Paulo e Barnabé no Brasil de 2001

O tão esperado ano 2000 findara. Nada de fim do mundo, tudo corria como sempre nas terras tupiniquins. A inflação caíra, o dólar subira de novo. Bem, isso não parecia fazer muita diferença, especialmente para os muitos desempregados e miseráveis que perambulavam pelas ruas. Ano de eleições, expectativas de reformas constitucionais, São Caetano nas finais do Brasileiro e tantas outras atrações.

E os crentes? Ah, sim, os crentes. Parece que saíram do anonimato e passaram a ocupar as manchetes dos jornais e TV`s por todo o país. A todo momento surgiam notícias quentes e assustadoras, são bispos, pastores, reverendos dando declarações ou sendo denunciados. De repente, a máxima que até então caracterizara os políticos, passa a caracterizar as grandes “expressões evangélicas” do país: “As mentiras destróem 50% da reputação, as verdades se encarregam de destruir os outros 50%”…

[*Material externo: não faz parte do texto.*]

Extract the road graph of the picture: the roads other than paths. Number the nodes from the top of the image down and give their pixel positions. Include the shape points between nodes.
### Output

Mas é evidente que nem tudo estava tão ruim. Afinal, havia as Ilhas de Perfeição (com o devido respeito aos “Irmãos do Continente”, é lógico). Igrejas que eram o verdadeiro modelo neo-testamentário. Ali, sim, podia-se estar a salvo.

Eis que, então, surge a notícia ao mesmo tempo surpreendente e contagiante: Paulo e Barnabé estão por aqui. Isso mesmo, o Paulo da Bíblia, escritor da maioria das epístolas bíblicas, e o seu amigo Barnabé, natural de Chipre, o “José das Consolações”.

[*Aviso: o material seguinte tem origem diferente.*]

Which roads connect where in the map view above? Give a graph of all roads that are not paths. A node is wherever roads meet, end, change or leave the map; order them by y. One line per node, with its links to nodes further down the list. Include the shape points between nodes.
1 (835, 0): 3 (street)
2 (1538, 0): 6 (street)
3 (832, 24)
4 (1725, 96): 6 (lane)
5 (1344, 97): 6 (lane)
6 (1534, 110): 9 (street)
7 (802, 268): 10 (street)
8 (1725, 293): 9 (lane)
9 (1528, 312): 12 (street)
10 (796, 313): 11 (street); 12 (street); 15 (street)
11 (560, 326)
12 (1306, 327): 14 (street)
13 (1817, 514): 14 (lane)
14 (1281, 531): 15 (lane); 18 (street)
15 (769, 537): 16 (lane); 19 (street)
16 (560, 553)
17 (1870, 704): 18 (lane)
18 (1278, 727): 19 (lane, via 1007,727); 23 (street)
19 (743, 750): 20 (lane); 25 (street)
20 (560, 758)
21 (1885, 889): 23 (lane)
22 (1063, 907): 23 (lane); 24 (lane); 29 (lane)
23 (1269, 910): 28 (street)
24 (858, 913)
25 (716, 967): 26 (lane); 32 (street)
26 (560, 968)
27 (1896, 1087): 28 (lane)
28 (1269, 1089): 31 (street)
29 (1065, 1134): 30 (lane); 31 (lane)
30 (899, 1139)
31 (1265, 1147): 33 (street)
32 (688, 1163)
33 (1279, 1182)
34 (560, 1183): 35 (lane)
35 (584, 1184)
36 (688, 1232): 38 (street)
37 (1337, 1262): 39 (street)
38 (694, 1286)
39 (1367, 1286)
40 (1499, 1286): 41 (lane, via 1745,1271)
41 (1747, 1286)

Como tudo na vida, alguns gostam da idéia, outros nem tanto.

Numa reunião para planejamento de conferências, alguém sugere:

“Que tal convidarmos o irmão Paulo para trazer as mensagens?”

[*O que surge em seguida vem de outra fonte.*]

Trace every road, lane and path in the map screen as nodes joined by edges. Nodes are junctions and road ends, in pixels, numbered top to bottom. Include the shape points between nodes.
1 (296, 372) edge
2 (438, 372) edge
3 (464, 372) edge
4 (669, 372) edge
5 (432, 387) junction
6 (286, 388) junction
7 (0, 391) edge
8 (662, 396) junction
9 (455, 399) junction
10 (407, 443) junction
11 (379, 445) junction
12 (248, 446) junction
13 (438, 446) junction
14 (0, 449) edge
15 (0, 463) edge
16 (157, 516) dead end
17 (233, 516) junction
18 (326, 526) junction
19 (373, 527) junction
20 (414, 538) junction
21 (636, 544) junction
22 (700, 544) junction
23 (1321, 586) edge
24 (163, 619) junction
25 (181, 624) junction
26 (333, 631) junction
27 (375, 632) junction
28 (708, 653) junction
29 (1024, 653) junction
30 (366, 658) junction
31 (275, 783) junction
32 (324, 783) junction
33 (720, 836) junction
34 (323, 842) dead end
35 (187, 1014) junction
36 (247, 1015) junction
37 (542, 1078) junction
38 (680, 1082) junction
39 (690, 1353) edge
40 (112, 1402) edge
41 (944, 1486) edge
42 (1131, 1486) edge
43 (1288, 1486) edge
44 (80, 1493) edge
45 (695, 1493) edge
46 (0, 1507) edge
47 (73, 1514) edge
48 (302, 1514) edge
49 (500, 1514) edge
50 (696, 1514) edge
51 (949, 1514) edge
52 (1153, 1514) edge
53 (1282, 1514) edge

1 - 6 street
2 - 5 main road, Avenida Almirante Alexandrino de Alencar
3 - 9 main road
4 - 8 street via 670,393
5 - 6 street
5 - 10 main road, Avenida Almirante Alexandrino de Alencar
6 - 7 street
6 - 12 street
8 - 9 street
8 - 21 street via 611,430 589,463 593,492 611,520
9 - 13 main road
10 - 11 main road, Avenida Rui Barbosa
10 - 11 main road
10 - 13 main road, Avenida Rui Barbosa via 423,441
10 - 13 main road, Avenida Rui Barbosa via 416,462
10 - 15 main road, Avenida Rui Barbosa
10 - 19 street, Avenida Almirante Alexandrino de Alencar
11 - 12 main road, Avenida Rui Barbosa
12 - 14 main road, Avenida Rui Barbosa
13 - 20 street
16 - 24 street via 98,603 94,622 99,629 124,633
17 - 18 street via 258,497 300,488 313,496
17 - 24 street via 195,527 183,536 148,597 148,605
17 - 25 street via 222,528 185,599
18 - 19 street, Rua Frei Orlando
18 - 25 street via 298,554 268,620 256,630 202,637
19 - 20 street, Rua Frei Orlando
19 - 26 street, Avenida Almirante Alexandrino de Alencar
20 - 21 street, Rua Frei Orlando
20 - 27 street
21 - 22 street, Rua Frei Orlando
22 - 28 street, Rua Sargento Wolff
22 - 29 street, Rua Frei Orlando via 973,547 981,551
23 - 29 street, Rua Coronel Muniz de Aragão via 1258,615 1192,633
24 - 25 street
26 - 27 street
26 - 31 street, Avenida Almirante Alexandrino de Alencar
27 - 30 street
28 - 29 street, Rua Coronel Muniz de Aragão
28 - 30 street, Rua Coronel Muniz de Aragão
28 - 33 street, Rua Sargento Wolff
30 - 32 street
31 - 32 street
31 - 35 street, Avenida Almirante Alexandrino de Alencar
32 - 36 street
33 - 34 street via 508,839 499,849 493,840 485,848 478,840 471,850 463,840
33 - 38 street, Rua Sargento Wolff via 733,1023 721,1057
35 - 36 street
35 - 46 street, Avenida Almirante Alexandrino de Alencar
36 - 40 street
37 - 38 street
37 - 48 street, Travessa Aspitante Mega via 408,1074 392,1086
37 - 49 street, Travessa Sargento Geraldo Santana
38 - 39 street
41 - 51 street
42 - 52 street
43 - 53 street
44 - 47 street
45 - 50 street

Silêncio. Um ancião sentado na ponta do banco ajeita o bigode. Os outros se entreolham, esperando a primeira opinião. Além do irmão que fez a sugestão, mais três estão presentes. O mais jovem, mais afoito, objeta:

“Ouvi dizer que o Paulo costuma esticar um pouquinho suas pregações. Esses dias um irmão até caiu da janela, de tão comprida que estava a mensagem. Sabe como é, o pessoal mora longe, tem que pegar ônibus e levantar cedo no outro dia…”

“Bom, eu não ia falar nada” – diz outro presbítero – “afinal, o que vocês decidirem estará ótimo, mas a semana passada me telefonaram e disseram para tomar cuidado mesmo com esse Paulo. E nem era por falar bastante, mas a linha de interpretação dele é meio esquisita e…”

“Irmão, desculpe-me, acho que não entendi direito” – engasga-se o da sugestão. “Como disse?”

“É, ele andou falando por aí umas coisas sobre a carta aos Coríntios que francamente…”

“Peraí, irmão. Foi ele que escreveu a carta aos Coríntios. Será que ele não sabia o que ele queria dizer?”

“É aquela história, parece que ele escreveu em grego e na hora de traduzir para o português perdeu alguma coisinha”.

“Mas, o irmão aprendeu grego?”

“Não, não, quem me falou isso foi aquele irmão que me ligou. E tem mais: ele anda vendendo barracas para se sustentar. Para mim, isso fere o princípio de sustento das nossas igrejas. Já pensou se essa moda pega?”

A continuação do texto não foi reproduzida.